Versions
- Logo of the Government of Andalusia
- Armiger: Andalusia
- Adopted: 1982

= Emblem of Andalusia =

The Emblem of Andalusia (Escudo de Andalucía) is the official symbol of Andalusia, an autonomous community of Spain. It bears the Pillars of Hercules, the ancient name given to the promontories that flank the entrance to the Strait of Gibraltar. Although often referred to as a coat of arms (or escudo in Spanish), it is technically an emblem as it was not designed to conform to traditional heraldic rules.

==Origin==
The emblem sees its origin in an agreement made by the pro-autonomist Assembly of Ronda in 1918, designed by Blas Infante, "Father of Andalusia". More than seventy years later, article 3 of the 1982 Statute of Autonomy for Andalusia stated:
Andalusia will have its own emblem, approved de jure by its Parliament, in which the following legend shall appear: "ANDALUCÍA POR SÍ, PARA ESPAÑA Y LA HUMANIDAD" (Andalusia by herself, for Spain and for Humankind), taking into account the agreement adopted by the Assembly of Ronda of 1918."

The figure of the mythical Greek hero Heracles (Hercules), son of Zeus and the mortal Alcmena, appears between the columns. He is seen seizing and taming two lions, each representing the power of animal instinct, above the legend: "ANDALUCÍA POR SÍ, PARA ESPAÑA Y LA HUMANIDAD". An arc joins the two columns with the Latin inscription: "DOMINATOR HERCULES FUNDATOR". Many of these elements were adopted from the arms of the city of Cádiz.

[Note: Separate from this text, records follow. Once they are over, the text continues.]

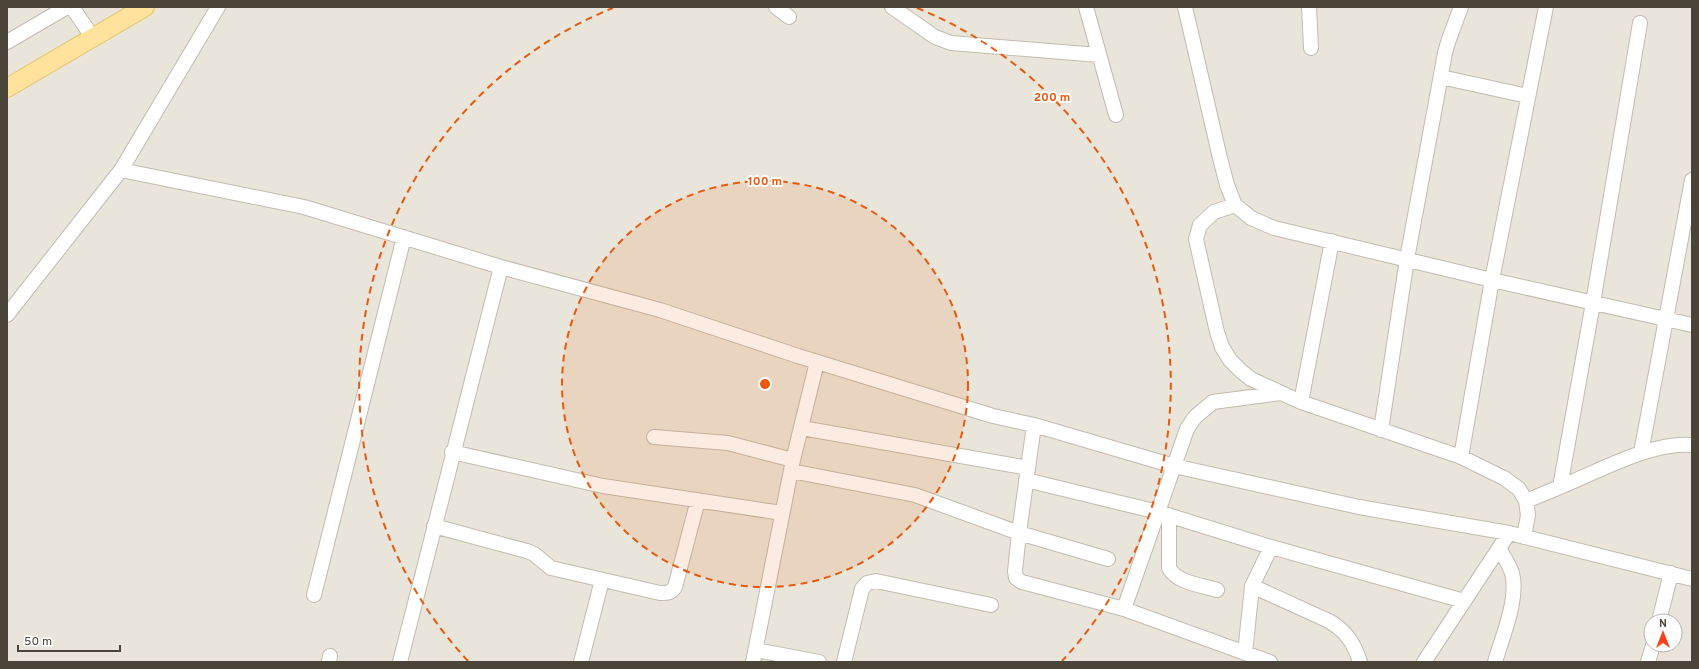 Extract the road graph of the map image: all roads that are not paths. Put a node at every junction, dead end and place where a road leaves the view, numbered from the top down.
1 (67, 7) edge
2 (72, 7) edge
3 (145, 7) edge
4 (218, 7) edge
5 (776, 7) edge
6 (892, 7) edge
7 (1086, 7) edge
8 (1185, 7) edge
9 (1309, 7) edge
10 (1461, 7) edge
11 (1546, 7) edge
12 (789, 17) dead end
13 (1640, 23) dead end
14 (93, 38) junction
15 (7, 42) edge
16 (1311, 48) dead end
17 (1099, 55) junction
18 (1441, 77) junction
19 (7, 88) edge
20 (1527, 96) junction
21 (1116, 115) dead end
22 (121, 170) junction
23 (1692, 180) edge
24 (1235, 205) junction
25 (404, 237) junction
26 (1332, 242) junction
27 (1407, 259) junction
28 (501, 267) junction
29 (1492, 280) junction
30 (1593, 303) junction
31 (7, 315) edge
32 (1667, 319) junction
33 (1692, 325) edge
34 (817, 362) junction
35 (1282, 393) junction
36 (1301, 402) junction
37 (1034, 425) junction
38 (802, 428) junction
39 (1381, 430) junction
40 (654, 437) dead end
41 (1691, 444) edge
42 (452, 452) junction
43 (1641, 453) junction
44 (1461, 457) junction
45 (792, 465) junction
46 (1174, 466) junction
47 (1027, 474) junction
48 (1560, 487) junction
49 (698, 500) junction
50 (1526, 502) junction
51 (782, 513) junction
52 (1163, 514) junction
53 (434, 526) junction
54 (1019, 533) junction
55 (1509, 533) junction
56 (1524, 537) junction
57 (1271, 547) junction
58 (1499, 548) junction
59 (1108, 559) dead end
60 (1671, 573) junction
61 (1692, 579) edge
62 (602, 580) junction
63 (1252, 586) junction
64 (1217, 590) dead end
65 (314, 596) dead end
66 (1464, 601) junction
67 (991, 605) dead end
68 (1124, 608) junction
69 (1661, 613) edge
70 (1245, 653) junction
71 (754, 656) edge
72 (400, 662) edge
73 (581, 662) edge
74 (819, 662) edge
75 (844, 662) edge
76 (1270, 662) edge
77 (1360, 662) edge
78 (1424, 662) edge
79 (1495, 662) edge

1 - 15 street
2 - 14 street
3 - 14 main road
4 - 22 street
5 - 12 street
6 - 17 street
7 - 17 street
8 - 24 street
9 - 16 street
10 - 18 street
11 - 20 street
13 - 30 street
14 - 19 main road
17 - 21 street
18 - 20 street
18 - 27 street
20 - 29 street
22 - 25 street
22 - 31 street
23 - 32 street
24 - 26 street
24 - 35 street
25 - 28 street
25 - 65 street
26 - 27 street
26 - 36 street
27 - 29 street
27 - 39 street
28 - 34 street
28 - 42 street
29 - 30 street
29 - 44 street
30 - 32 street
30 - 48 street
32 - 33 street
32 - 43 street
34 - 37 street
34 - 38 street
35 - 36 street
35 - 46 street
36 - 39 street
37 - 46 street
37 - 47 street
38 - 45 street
38 - 47 street
39 - 44 street
40 - 45 street
41 - 43 street
42 - 49 street
42 - 53 street
43 - 48 street
44 - 50 street
45 - 51 street
45 - 54 street
46 - 52 street
46 - 55 street
47 - 52 street
47 - 54 street
48 - 50 street
49 - 51 street
49 - 62 street
50 - 56 street
51 - 71 street
52 - 57 street
52 - 64 street
52 - 68 street
53 - 62 street
53 - 72 street
54 - 59 street
54 - 68 street
55 - 56 street
55 - 58 street
56 - 60 street
57 - 63 street
57 - 66 street
58 - 66 street
58 - 79 street
60 - 61 street
60 - 69 street
62 - 73 street
63 - 70 street
63 - 77 street
66 - 78 street
67 - 75 street
68 - 70 street
70 - 76 street
71 - 74 street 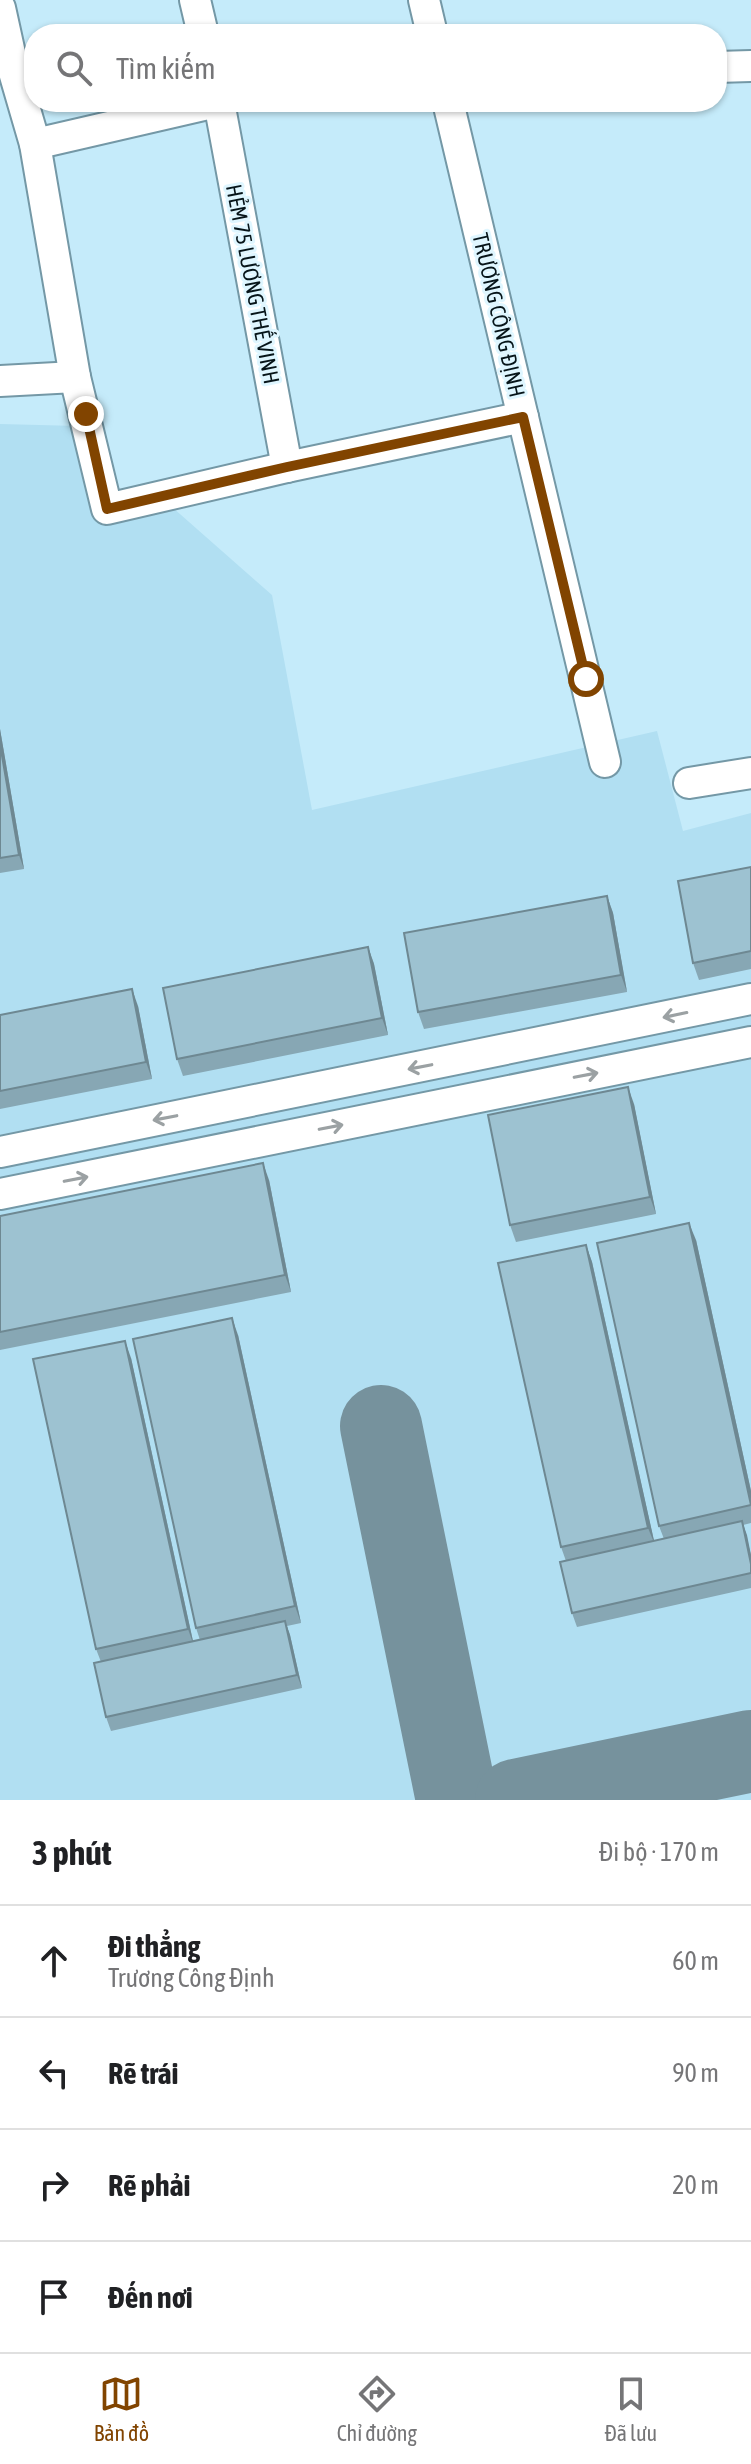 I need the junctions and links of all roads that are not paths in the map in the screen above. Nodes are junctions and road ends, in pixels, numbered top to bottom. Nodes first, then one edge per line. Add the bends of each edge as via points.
1 (195, 0) edge
2 (424, 0) edge
3 (0, 8) edge
4 (201, 24) edge
5 (430, 24) edge
6 (751, 66) edge
7 (727, 67) edge
8 (24, 106) edge
9 (26, 112) edge
10 (174, 112) edge
11 (220, 112) edge
12 (450, 112) edge
13 (35, 144) junction
14 (75, 377) junction
15 (0, 381) edge
16 (523, 417) junction
17 (287, 467) junction
18 (605, 762) dead end
19 (751, 773) edge
20 (689, 783) dead end
21 (751, 999) edge
22 (751, 1042) edge
23 (0, 1152) edge
24 (0, 1194) edge

1 - 4 street
2 - 5 street
3 - 8 street
6 - 7 street
9 - 13 street
10 - 13 street
11 - 17 street, HẺM 75 LƯƠNG THẾ VINH
12 - 16 street, TRƯƠNG CÔNG ĐỊNH
13 - 14 street
14 - 15 street
14 - 17 street via 107,509
16 - 17 street
16 - 18 street, TRƯƠNG CÔNG ĐỊNH
19 - 20 street
21 -> 23 street
24 -> 22 street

According to Blas Infante, the creation of the emblem can in no way be seen as a meaningless invention, but as that of a series of modifications of traditional Andalusian elements: "We, Andalusian regionalists or nationalists, have not come to invent anything new. We had simply recognised, in our action, what the people created on its own, hence giving due value to its history ".

In the original coat of arms, Infante included the words "BETICA-ANDALUS", as a reminder of two of the most important periods of the history of Andalusia.